Pierre Debbas, Esq., Romer Debbas, told CPE that an election year is always one that creates trepidation in the market and this year is certainly no exception.
“While certain parts of the economy such as unemployment and wages remain strong, inflation and the current interest rate level have created a negative outlook on the economy for anyone in the real estate industry. This sentiment will not change until rates start to significantly decline.”
John Blackmon, founder & manager of NV Capital Corp., told CPE he has confidence in the U.S. economy.
“We have the greatest economy in the world, and there is still a tremendous amount of cash in the system,” he said. “And, based on recent polls, it looks like Republicans may come back in power in the White House, which is usually good for business.”
Markets need a ‘150-basis-point’ decline in rates
There’s an optimistic shift in mortgage and cap rates with 41 percent of respondents viewing the impact of rates positively, compared to 31 percent in the prior quarter, according to the Index.
Debbas told CPE that a reduction in rates would certainly be positive for real estate.
“Commercial and residential transaction volume are at historic lows and the biggest reason for this is rates,” Debbas said. “25-basis-point declines will only show a light at the end of the tunnel, but the market will need to see a decline of 150+ basis points to get back to healthy transaction volume and development.”
Brody told CPE the impact of rates for the remainder of the year is more positive.
“This optimism is grounded in the anticipation that interest rates may stabilize or even decline, which would lead to lower borrowing costs,” Brody said. “Such conditions are expected to spur increased investment volumes and transactional activities, especially as there is a significant amount of unallocated capital ready to be deployed once there is more economic clarity.”
Martinek told CPE that with slowing inflation, all indications are that we will begin to see rate cuts sooner rather than later. Any cut in rates will benefit commercial real estate.”
Gutierrez is expecting a positive impact for the remainder of 2024.

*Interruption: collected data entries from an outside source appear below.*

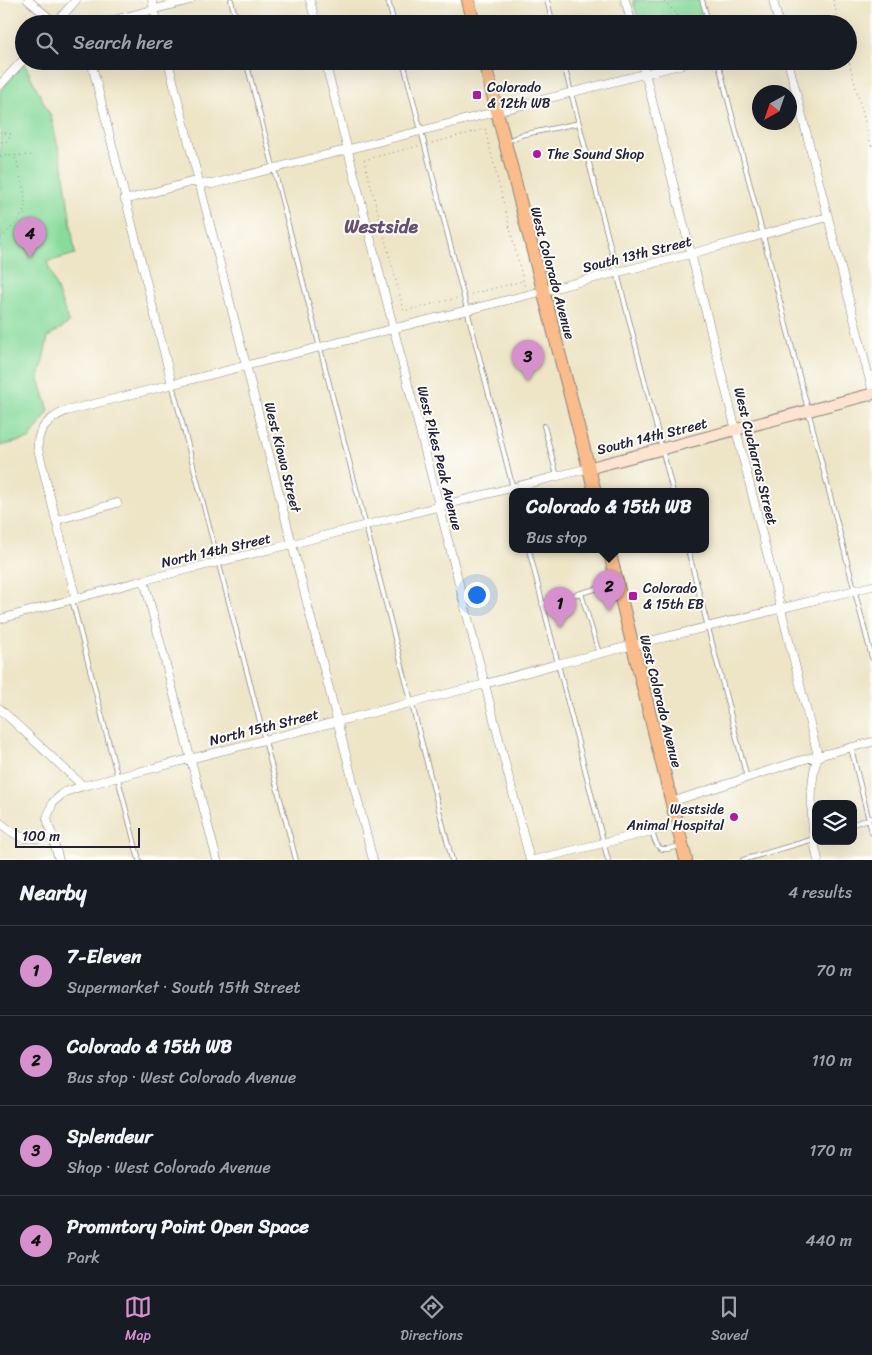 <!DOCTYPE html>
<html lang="en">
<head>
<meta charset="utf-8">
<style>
  :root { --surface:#171b24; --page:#20242c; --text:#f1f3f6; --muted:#9ea1a6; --line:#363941; --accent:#d690ce }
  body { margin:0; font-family:Sriracha,sans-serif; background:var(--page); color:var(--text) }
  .controls { position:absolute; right:15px; bottom:15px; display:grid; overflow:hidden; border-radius:10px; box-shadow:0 5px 20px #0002 }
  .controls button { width:45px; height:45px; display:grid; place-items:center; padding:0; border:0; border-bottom:1px solid var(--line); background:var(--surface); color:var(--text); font:25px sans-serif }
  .compass { position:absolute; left:752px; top:85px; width:45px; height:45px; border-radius:50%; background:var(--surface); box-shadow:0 5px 20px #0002; rotate:220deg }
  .scale { position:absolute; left:15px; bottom:12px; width:125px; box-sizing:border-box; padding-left:5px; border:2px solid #22223b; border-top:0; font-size:14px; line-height:18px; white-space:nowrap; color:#22223b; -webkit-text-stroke:4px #fdfcf7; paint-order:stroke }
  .you { position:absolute; left:476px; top:594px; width:18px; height:18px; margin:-12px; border:4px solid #fff; border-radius:50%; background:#1a73e8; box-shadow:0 0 0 8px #1a73e833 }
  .badge { display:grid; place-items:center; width:32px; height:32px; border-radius:50%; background:var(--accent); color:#111; font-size:16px; font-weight:700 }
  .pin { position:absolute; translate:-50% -41px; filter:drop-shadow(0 1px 2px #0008) }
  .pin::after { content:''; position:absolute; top:26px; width:18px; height:15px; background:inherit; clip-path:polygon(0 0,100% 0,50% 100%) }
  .popup { position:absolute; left:509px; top:488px; width:200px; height:65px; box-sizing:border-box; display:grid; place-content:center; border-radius:10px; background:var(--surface); filter:drop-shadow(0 1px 4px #0005); font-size:16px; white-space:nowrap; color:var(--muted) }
  .popup b { font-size:19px; color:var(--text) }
  .popup::after { content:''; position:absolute; left:50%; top:100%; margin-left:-10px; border:10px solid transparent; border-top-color:var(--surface) }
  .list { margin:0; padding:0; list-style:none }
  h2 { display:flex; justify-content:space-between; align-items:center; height:65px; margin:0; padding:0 20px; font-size:21px }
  h2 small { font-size:16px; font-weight:400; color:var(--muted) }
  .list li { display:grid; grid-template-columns:32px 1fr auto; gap:15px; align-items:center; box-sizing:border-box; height:90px; padding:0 20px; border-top:1px solid var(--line) }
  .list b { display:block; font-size:19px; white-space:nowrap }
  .list p { margin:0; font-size:16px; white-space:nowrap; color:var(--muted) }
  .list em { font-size:16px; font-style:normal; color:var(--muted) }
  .icon { flex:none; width:28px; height:28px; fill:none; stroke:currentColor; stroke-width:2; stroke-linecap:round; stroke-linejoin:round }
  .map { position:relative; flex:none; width:872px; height:860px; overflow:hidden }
  .search { position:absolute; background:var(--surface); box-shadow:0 5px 20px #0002; left:15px; right:15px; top:15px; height:55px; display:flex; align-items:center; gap:12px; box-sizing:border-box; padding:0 18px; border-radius:28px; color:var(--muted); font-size:19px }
  .sheet { height:425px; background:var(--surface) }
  nav { display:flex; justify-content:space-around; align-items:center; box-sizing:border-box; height:70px; border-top:1px solid var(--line); background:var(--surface); font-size:14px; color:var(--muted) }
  nav a { display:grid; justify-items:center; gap:2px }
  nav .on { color:var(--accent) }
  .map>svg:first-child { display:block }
  .green { fill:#89db9c; stroke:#567e6c }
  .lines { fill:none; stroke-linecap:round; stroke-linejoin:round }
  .lane-casing { stroke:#888481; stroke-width:5.5 }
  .street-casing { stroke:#888481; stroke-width:9 }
  .secondary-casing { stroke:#888481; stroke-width:13 }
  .primary-casing { stroke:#888481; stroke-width:14 }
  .path { stroke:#888481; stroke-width:1; stroke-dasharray:1 4; stroke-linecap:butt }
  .lane { stroke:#fff; stroke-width:4 }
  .street { stroke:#fff; stroke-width:8 }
  .secondary { stroke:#fde4d0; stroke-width:11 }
  .primary { stroke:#f9bc8a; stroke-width:12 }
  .poi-dot { fill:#b5179e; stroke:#fdfcf7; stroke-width:2 }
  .labels { text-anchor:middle; stroke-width:4; stroke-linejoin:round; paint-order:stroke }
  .poi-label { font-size:14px; fill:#22223b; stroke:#fdfcf7; text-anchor:start }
  .street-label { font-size:14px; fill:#22223b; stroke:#fdfcf7 }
  .district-label { font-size:19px; font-weight:bold; fill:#665174; stroke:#fdfcf7 }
</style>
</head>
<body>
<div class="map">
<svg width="872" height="860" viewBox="0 0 872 860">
  <rect width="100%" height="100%" fill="#fdfcf7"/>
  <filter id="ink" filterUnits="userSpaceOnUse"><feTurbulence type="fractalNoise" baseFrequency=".02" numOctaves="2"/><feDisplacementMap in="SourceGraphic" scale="10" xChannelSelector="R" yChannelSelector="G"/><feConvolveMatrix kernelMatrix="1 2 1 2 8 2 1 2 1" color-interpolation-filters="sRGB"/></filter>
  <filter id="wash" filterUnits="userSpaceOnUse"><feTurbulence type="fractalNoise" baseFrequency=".0096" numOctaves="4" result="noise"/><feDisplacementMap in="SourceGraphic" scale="20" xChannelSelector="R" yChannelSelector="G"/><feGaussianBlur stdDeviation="1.12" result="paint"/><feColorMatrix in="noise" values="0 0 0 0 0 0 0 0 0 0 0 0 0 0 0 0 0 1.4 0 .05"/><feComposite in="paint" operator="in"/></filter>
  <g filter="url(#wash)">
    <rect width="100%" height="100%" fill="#eee5c7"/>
    <path class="green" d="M633,0H700L707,24H639Z
      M24,63L51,117L63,167L75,254L47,262L69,323L48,337L39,379L49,411L29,439L0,446V91Z"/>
  </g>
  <g filter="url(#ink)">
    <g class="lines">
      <g class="lane-casing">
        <path id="lane" d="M231,0L237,24
          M388,0L394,24
          M547,0L553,24
          M702,0L709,24
          M246,61L452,860
          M403,61L514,492
          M563,61L673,492
          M718,61L872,658
          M506,142L521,135L579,123
          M172,384L296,860
          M544,426L557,476
          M529,550L608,860
          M688,550L747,778
          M72,600L139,860
          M542,604L581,593
          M599,653L581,593L614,584
          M851,748L872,833
          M853,824L872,818
          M652,831C657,851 660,852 679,846
          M743,860L814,839"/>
      </g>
      <g class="street-casing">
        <path id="street" d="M28,0L56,24
          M152,0L158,24
          M310,0L316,24
          M625,0L632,24
          M773,0L779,24
          M55,24L76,0
          M98,24L190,0
          M91,61L172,384
          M168,61L373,860
          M325,61L530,860
          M642,61L736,430L818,756C808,783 811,832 818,860
          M788,61L872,389
          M0,85L24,59
          M125,200L191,182L212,184L695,61
          M57,520L117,503
          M144,580L217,860
          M76,599L38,449C36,429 49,418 66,411L690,254L828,217
          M0,619L144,580L292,544L589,468
          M0,709L83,786
          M671,802L802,760L872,742
          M0,823C23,841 24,841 53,835
          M59,860L47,818L53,802L65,792L83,786L485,684L557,664L872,586
          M534,860L677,825"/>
      </g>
      <g class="secondary-casing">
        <path id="secondary" d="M589,468L872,394"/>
      </g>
      <g class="primary-casing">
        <path id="primary" d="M468,0L474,24
          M484,61L595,492
          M609,550L686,860"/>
      </g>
      <path class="path" d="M661,0L664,1L670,0
        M833,0L840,24
        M664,1L678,15L677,24
        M848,58L872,148
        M0,132L11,134L8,141L0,142
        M432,143L485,129L525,288
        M418,146L364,160L404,311L457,298
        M0,156L31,155
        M24,214L28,215
        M0,238C36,208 25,202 17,161L13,156
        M471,294L523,281"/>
      <use href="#lane" class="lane"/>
      <use href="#street" class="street"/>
      <use href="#secondary" class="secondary"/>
      <use href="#primary" class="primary"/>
    </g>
  </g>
  <g class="poi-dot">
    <rect x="472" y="90" width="10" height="10" rx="2.5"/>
    <circle cx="537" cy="154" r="5"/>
    <rect x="628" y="591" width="10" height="10" rx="2.5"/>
    <circle cx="734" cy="817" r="5"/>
  </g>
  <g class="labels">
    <g class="poi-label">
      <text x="487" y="92">Colorado<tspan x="487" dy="16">&amp; 12th WB</tspan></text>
      <text x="547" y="159">The Sound Shop</text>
      <text x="643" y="593">Colorado<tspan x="643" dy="16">&amp; 15th EB</tspan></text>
      <text x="724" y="814" text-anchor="end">Westside<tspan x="724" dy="16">Animal Hospital</tspan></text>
    </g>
    <g class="street-label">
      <text transform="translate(637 254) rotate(-14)" y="5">South 13th Street</text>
      <text transform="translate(553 273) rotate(75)" y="5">West Colorado Avenue</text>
      <text transform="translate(652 436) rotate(-14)" y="5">South 14th Street</text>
      <text transform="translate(756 456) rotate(76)" y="5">West Cucharras Street</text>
      <text transform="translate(283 457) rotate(76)" y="5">West Kiowa Street</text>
      <text transform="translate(440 458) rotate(76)" y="5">West Pikes Peak Avenue</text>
      <text transform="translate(216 550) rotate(-13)" y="5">North 14th Street</text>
      <text transform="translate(661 701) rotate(76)" y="5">West Colorado Avenue</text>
      <text transform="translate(264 727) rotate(-14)" y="5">North 15th Street</text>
    </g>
    <g class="district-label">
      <text x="381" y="233">Westside</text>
    </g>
  </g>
</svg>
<div class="controls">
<button><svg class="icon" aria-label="layers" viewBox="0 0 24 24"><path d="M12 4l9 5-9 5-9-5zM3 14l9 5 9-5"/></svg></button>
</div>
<svg class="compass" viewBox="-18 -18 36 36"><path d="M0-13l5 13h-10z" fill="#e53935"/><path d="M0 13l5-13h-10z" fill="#9ea1a6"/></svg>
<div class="scale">100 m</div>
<div class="you"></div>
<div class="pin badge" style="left:560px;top:628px">1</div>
<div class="pin badge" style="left:609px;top:611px">2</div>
<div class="popup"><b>Colorado &amp; 15th WB</b>Bus stop</div>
<div class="pin badge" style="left:528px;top:381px">3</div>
<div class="pin badge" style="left:30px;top:258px">4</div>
<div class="search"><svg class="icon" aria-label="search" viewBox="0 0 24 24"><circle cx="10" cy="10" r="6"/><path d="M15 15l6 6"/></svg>Search here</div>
</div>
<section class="sheet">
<h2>Nearby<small>4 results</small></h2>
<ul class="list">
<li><span class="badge">1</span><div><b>7-Eleven</b><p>Supermarket · South 15th Street</p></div><em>70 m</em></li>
<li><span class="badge">2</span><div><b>Colorado &amp; 15th WB</b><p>Bus stop · West Colorado Avenue</p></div><em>110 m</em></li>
<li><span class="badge">3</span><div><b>Splendeur</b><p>Shop · West Colorado Avenue</p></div><em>170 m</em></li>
<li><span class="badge">4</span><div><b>Promntory Point Open Space</b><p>Park</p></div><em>440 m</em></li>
</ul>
</section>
<nav>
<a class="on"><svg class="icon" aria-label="map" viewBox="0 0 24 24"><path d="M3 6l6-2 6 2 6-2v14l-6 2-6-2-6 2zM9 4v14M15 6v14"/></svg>Map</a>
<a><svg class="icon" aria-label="directions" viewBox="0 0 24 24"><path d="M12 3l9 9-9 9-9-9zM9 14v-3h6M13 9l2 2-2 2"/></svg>Directions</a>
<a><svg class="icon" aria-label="saved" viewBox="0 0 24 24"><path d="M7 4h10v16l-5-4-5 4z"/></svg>Saved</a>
</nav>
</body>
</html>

He told CPE the anticipated rate cuts in September and December will bring a positive shift.
“A decrease in rates will lower borrowing costs and increase property values, which in turn should help to drive more demand and ease some stress in the market,” Gutierrez said.
Blackmon told CPE the interest rates have not yet begun to have a significant impact on the economy with just some minor slowdown in new home purchases. He expects further lowering in 2025 to also help the economy to continue to expand.
Transaction activity expected to remain strong
Transaction activity demand is expected to remain strong, with 54 percent expecting increased investor demand, consistent with the prior quarter (55 percent), according to the Index.
“The minute rates decline substantially or show a trend that that is where they are going, you will see a huge rebound in the real estate market,” according to Debbas.
He told CPE there is an abundance of cash waiting on the sidelines and investors know that rates will inevitably come down and there is no sense of urgency in the market till that happens.
Brody told CPE that he expects demand to remain strong for the remainder of the year.
“The forecasted rent growth acceleration, alongside economic stabilization, supports this outlook,” he said. “As the market absorbs excess supply and new units are leased, landlords will gain more pricing power, further driving demand,” Brody continued.
“Additionally, the substantial volume of maturing loans will likely lead to increased transactional activities as property owners refinance or sell assets, contributing to a robust demand landscape.”
Martinek told CPE, “After a wait-and-see period, transaction volumes are beginning to increase. After a wide variance in buy/sell attitudes, participants are starting to meet in the middle. I expect transaction activity to continue to increase.”
The CRE Finance Council is an industry association representing the nearly $6 trillion commercial and multifamily real estate finance industry, spanning approximately 400 companies and 19,000 individuals.